• DATA EXTRACTS:
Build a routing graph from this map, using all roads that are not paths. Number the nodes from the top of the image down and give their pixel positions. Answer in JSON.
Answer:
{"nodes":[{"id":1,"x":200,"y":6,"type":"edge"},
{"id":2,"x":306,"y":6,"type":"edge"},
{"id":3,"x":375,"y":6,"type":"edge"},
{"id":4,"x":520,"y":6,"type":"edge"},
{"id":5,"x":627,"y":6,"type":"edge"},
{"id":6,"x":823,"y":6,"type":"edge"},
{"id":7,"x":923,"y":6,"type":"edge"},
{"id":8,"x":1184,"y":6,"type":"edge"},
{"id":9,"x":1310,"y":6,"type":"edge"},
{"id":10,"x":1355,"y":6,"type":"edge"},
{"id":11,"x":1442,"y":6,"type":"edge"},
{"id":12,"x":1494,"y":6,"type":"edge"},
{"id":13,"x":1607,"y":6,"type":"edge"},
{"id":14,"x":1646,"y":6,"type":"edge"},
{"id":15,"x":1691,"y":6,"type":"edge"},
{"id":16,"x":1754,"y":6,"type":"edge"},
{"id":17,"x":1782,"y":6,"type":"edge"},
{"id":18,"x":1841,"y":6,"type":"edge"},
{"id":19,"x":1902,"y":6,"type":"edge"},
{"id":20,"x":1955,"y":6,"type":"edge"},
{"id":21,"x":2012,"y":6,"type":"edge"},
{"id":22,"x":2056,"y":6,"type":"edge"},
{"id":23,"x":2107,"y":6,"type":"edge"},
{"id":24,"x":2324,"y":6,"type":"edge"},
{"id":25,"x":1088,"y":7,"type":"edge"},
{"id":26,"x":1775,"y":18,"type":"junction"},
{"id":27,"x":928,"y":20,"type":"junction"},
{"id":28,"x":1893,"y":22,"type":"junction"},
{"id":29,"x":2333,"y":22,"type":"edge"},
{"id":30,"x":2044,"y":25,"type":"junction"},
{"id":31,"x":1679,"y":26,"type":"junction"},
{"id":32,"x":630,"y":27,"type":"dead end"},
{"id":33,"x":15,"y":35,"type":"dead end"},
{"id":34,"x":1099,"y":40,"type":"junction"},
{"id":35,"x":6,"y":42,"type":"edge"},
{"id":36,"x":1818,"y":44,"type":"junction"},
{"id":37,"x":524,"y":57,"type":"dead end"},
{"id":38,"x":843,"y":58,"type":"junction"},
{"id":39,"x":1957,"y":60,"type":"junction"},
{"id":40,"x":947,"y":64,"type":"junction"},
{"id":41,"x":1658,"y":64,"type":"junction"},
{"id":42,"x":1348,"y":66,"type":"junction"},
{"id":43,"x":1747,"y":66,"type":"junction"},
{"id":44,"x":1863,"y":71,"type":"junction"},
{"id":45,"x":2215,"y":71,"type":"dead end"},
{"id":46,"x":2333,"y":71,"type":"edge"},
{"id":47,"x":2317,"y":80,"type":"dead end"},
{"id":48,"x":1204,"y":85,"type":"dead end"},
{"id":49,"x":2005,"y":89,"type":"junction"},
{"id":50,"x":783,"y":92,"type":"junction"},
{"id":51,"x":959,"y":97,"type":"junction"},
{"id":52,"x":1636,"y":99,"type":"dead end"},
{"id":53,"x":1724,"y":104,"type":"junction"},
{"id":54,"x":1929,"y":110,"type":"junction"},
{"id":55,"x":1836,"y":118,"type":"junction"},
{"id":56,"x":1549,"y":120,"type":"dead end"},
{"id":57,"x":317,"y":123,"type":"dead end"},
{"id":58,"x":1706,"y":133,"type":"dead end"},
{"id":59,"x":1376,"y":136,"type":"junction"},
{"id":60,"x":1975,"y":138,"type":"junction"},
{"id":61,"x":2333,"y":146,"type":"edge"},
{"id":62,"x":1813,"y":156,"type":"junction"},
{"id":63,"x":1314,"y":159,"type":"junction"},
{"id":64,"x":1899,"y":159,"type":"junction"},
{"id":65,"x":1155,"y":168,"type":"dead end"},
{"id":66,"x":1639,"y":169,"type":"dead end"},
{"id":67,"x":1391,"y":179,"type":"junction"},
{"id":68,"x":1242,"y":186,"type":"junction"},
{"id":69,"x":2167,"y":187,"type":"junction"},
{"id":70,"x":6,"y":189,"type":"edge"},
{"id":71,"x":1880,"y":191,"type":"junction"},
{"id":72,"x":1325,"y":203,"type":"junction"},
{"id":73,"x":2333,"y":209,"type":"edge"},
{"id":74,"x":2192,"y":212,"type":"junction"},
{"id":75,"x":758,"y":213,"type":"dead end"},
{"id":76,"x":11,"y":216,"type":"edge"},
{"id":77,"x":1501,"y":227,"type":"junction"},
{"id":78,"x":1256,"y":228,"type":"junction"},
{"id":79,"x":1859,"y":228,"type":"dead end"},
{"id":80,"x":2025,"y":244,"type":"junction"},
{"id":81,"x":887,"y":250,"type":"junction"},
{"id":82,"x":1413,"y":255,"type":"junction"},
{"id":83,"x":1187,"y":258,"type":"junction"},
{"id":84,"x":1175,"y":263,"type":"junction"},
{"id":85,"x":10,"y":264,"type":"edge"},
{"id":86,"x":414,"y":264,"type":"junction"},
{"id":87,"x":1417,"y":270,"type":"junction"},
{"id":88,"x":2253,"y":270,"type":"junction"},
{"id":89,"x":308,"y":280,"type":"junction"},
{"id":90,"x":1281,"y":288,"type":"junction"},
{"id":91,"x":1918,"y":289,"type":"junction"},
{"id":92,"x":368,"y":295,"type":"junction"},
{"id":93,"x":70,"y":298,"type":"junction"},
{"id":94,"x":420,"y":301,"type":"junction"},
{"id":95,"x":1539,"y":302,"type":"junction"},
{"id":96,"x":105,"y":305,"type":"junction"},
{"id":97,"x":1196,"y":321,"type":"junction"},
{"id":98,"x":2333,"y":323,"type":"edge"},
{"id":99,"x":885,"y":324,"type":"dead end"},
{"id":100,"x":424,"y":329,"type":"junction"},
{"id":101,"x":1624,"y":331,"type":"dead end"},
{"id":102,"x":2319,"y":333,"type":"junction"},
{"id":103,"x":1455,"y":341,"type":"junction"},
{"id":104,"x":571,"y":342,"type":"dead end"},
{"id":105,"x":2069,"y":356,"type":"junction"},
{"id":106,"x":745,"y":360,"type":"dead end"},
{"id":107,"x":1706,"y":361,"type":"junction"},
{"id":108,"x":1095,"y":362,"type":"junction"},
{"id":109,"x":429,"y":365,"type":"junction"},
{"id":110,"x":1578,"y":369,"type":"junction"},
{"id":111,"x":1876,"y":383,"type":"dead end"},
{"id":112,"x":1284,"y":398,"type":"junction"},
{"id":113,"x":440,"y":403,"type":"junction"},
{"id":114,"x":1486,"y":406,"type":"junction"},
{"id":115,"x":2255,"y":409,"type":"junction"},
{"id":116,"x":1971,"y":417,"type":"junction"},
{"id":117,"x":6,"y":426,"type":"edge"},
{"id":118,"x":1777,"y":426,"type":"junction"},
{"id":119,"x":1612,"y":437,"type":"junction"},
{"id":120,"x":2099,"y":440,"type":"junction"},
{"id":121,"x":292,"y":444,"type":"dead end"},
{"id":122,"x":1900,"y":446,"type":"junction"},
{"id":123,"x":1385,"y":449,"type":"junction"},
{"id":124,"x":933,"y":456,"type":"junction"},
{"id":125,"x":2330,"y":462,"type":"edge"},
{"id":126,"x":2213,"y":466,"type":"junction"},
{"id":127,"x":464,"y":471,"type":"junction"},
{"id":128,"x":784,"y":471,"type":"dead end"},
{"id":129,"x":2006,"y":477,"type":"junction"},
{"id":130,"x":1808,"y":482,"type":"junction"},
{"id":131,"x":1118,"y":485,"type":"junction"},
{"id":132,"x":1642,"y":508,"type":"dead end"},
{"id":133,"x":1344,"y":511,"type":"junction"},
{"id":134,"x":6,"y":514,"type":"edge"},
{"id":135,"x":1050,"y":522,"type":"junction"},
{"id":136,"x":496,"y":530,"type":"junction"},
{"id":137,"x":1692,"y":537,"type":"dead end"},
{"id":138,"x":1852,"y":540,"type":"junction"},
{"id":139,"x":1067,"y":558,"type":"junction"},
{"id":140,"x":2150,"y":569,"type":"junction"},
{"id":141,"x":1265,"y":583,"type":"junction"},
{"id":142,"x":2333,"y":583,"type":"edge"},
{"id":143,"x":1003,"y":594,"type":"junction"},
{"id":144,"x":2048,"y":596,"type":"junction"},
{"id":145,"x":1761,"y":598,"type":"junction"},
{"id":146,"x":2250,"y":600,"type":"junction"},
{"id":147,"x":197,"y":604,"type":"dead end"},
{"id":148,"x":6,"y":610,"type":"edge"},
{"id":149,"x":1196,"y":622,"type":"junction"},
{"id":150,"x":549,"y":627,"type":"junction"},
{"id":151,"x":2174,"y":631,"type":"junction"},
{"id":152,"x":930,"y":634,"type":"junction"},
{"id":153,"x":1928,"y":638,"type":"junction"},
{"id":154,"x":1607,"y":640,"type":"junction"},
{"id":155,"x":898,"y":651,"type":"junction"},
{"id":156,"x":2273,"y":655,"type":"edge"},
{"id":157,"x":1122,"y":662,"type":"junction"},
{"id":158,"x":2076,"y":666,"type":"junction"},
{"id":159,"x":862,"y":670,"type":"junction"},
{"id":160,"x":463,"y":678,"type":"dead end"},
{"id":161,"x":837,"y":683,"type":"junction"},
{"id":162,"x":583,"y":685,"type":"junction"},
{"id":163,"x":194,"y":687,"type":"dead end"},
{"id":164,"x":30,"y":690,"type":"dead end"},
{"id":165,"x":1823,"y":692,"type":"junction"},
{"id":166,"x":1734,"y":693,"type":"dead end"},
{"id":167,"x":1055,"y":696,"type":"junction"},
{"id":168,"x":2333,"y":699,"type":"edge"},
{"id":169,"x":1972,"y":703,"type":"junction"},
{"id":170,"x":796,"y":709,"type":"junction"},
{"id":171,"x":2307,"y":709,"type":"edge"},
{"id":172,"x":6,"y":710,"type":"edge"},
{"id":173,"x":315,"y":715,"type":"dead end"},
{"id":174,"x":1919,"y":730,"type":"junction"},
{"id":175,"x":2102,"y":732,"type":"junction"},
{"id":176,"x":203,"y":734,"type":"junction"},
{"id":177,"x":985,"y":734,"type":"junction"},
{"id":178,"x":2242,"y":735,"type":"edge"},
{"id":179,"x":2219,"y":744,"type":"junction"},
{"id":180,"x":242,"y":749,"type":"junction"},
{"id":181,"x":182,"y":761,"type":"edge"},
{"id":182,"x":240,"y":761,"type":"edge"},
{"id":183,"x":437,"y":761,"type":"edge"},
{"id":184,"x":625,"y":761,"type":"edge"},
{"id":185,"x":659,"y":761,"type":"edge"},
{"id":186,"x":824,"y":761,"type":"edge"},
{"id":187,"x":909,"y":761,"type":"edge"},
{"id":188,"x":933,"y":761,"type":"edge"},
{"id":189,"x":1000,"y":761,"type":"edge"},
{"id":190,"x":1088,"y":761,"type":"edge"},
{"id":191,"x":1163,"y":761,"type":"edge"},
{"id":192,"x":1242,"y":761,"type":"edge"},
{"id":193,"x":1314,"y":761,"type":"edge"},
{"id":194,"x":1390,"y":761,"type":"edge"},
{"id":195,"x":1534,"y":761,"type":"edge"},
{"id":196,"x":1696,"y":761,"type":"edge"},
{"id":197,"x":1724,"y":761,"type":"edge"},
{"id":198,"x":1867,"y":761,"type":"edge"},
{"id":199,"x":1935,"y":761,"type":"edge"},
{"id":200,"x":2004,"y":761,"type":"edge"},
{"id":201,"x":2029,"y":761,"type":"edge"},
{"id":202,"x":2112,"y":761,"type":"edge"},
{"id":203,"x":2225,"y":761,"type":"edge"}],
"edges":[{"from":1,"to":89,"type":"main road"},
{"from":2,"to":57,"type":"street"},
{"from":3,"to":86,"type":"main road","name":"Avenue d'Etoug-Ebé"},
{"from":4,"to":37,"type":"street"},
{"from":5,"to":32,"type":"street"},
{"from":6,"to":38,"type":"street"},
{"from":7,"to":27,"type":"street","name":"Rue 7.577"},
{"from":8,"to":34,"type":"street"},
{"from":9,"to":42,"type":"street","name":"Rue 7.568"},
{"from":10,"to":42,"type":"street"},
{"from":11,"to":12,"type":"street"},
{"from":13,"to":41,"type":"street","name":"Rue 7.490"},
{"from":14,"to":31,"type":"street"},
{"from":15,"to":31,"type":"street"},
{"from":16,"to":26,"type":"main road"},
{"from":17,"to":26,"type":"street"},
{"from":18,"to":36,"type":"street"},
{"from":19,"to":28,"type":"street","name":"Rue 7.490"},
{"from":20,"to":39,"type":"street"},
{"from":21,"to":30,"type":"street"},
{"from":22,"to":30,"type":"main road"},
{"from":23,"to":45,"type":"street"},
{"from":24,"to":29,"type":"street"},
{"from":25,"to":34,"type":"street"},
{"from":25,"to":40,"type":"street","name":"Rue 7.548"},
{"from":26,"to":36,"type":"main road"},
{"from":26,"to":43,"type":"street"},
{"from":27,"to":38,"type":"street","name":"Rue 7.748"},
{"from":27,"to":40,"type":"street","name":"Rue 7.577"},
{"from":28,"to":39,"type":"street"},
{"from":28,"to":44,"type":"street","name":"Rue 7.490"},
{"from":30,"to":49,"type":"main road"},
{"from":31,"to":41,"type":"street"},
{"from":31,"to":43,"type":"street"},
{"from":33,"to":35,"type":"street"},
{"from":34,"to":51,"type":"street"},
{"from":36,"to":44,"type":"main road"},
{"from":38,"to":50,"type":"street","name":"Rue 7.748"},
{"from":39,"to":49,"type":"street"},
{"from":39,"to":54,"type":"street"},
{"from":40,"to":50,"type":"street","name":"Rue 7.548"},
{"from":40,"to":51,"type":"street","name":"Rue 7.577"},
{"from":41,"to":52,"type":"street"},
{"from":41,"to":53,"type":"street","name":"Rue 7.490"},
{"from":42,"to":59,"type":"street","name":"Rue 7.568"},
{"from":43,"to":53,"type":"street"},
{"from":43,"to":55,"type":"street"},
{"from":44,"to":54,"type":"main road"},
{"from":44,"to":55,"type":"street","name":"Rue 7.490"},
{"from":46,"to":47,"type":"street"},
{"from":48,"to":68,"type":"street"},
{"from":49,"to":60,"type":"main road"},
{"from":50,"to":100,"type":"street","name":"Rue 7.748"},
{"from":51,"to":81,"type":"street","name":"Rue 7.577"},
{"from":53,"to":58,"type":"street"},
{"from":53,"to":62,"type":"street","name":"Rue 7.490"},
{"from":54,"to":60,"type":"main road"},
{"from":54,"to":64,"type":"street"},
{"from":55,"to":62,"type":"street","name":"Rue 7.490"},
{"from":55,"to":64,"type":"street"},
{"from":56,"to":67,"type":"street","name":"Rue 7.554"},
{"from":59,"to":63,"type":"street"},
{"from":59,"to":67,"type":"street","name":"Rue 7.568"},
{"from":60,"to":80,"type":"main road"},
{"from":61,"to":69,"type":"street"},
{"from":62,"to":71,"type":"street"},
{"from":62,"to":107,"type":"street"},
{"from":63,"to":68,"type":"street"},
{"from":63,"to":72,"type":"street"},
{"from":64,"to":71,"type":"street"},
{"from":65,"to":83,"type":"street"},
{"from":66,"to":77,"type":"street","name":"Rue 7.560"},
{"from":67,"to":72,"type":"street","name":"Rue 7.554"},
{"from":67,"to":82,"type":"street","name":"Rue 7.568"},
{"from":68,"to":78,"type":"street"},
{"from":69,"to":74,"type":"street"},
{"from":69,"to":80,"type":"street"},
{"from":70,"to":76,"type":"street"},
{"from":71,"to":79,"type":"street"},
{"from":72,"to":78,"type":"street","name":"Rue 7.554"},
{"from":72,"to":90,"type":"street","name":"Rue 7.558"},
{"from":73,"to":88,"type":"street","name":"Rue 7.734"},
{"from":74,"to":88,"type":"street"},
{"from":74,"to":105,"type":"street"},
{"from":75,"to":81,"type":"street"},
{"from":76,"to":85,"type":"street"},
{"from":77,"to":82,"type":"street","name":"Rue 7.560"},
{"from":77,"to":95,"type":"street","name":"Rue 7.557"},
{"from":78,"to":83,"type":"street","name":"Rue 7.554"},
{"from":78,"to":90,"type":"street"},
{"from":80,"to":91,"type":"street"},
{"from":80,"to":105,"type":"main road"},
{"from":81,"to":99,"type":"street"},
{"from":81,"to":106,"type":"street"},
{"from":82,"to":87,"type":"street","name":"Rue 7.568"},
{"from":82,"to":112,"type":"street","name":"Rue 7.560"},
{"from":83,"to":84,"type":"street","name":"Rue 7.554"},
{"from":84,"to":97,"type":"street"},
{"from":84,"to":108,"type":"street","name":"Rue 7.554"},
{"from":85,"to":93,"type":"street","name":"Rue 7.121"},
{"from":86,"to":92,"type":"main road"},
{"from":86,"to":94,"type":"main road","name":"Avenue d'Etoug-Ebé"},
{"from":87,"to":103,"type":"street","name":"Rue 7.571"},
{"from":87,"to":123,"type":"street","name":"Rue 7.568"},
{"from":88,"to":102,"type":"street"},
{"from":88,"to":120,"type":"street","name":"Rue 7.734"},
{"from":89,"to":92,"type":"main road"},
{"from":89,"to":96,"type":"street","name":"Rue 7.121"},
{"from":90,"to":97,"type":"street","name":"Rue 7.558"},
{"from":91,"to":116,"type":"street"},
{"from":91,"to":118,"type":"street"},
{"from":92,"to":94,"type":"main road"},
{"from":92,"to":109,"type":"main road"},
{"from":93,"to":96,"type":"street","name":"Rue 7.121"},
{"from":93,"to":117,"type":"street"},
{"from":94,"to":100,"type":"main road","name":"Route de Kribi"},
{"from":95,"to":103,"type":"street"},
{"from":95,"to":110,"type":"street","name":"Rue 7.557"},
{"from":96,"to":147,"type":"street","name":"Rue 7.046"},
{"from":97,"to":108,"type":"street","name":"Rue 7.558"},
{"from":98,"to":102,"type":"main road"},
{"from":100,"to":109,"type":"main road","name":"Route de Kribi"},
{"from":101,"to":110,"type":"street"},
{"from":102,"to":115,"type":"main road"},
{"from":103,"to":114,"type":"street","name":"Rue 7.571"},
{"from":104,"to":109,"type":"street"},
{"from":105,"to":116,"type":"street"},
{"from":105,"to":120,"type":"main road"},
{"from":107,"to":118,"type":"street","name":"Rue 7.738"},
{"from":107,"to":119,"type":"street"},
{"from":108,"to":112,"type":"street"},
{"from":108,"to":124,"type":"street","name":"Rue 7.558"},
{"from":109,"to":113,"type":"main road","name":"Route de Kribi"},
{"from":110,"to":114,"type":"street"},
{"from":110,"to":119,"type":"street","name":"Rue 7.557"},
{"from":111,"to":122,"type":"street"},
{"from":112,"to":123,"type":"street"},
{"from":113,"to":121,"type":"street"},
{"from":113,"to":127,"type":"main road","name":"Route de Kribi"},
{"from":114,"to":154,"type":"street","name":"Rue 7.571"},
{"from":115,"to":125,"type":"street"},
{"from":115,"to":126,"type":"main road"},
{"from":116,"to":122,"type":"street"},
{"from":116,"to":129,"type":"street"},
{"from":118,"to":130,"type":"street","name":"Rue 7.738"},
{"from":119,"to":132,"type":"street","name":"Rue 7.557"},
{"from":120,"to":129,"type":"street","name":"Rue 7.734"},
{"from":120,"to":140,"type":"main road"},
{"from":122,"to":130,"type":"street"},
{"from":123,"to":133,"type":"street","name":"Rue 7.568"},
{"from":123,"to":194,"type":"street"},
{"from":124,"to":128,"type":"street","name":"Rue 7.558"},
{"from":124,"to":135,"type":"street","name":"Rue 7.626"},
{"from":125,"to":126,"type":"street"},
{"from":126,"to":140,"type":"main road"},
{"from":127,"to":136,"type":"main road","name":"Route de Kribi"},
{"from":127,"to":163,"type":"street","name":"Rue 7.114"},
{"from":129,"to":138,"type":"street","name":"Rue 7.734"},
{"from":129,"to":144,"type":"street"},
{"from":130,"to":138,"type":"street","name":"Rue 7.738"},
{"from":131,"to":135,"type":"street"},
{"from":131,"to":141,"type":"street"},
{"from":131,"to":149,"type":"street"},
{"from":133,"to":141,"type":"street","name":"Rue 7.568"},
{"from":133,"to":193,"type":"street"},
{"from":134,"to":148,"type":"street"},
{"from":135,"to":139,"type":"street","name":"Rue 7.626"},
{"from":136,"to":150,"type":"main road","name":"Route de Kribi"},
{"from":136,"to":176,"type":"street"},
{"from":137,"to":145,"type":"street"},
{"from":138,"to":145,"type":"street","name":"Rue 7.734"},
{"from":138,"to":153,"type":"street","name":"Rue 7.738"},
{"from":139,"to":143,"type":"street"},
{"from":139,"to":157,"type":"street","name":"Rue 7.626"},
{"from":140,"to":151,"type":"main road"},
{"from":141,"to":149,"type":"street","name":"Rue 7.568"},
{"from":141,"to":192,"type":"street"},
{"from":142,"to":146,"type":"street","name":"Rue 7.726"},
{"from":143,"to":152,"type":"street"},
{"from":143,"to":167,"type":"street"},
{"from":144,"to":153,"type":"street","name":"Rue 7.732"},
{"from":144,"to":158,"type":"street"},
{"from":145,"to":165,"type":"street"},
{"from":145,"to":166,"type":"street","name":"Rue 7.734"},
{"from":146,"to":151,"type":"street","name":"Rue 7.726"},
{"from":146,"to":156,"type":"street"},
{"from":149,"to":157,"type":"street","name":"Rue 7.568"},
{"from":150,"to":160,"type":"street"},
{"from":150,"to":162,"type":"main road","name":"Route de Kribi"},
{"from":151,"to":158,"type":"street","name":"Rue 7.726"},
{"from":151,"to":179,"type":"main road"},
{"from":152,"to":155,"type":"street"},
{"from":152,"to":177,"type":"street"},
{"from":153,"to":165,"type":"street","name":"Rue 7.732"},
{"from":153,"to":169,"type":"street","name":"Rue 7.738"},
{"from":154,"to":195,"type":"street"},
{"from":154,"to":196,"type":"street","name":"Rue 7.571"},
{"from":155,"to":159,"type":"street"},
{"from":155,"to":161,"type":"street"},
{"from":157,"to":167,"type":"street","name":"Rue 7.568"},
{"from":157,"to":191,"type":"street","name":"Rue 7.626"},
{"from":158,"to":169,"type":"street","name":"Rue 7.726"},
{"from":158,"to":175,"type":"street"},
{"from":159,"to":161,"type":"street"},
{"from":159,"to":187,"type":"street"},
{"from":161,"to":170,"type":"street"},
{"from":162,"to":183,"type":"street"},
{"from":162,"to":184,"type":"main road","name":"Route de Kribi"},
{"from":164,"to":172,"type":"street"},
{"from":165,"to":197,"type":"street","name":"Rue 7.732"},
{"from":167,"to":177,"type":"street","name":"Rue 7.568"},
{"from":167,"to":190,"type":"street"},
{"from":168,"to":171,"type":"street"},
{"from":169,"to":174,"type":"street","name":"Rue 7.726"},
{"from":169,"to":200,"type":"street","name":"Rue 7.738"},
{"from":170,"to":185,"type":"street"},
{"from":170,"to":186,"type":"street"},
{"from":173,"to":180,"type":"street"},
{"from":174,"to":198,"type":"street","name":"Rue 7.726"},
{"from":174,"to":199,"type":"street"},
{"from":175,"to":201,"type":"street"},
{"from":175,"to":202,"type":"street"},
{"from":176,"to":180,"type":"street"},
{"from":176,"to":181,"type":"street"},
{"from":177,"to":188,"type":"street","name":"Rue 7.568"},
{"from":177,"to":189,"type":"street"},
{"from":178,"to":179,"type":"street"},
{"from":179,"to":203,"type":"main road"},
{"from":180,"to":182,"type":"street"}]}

• EXERCISE:
Copy out whichever lines of the listing contain the word "nodes".

• RESULT OF THIS TASK:
Build a routing graph from this map, using all roads that are not paths. Number the nodes from the top of the image down and give their pixel positions. Answer in JSON.
{"nodes":[{"id":1,"x":200,"y":6,"type":"edge"},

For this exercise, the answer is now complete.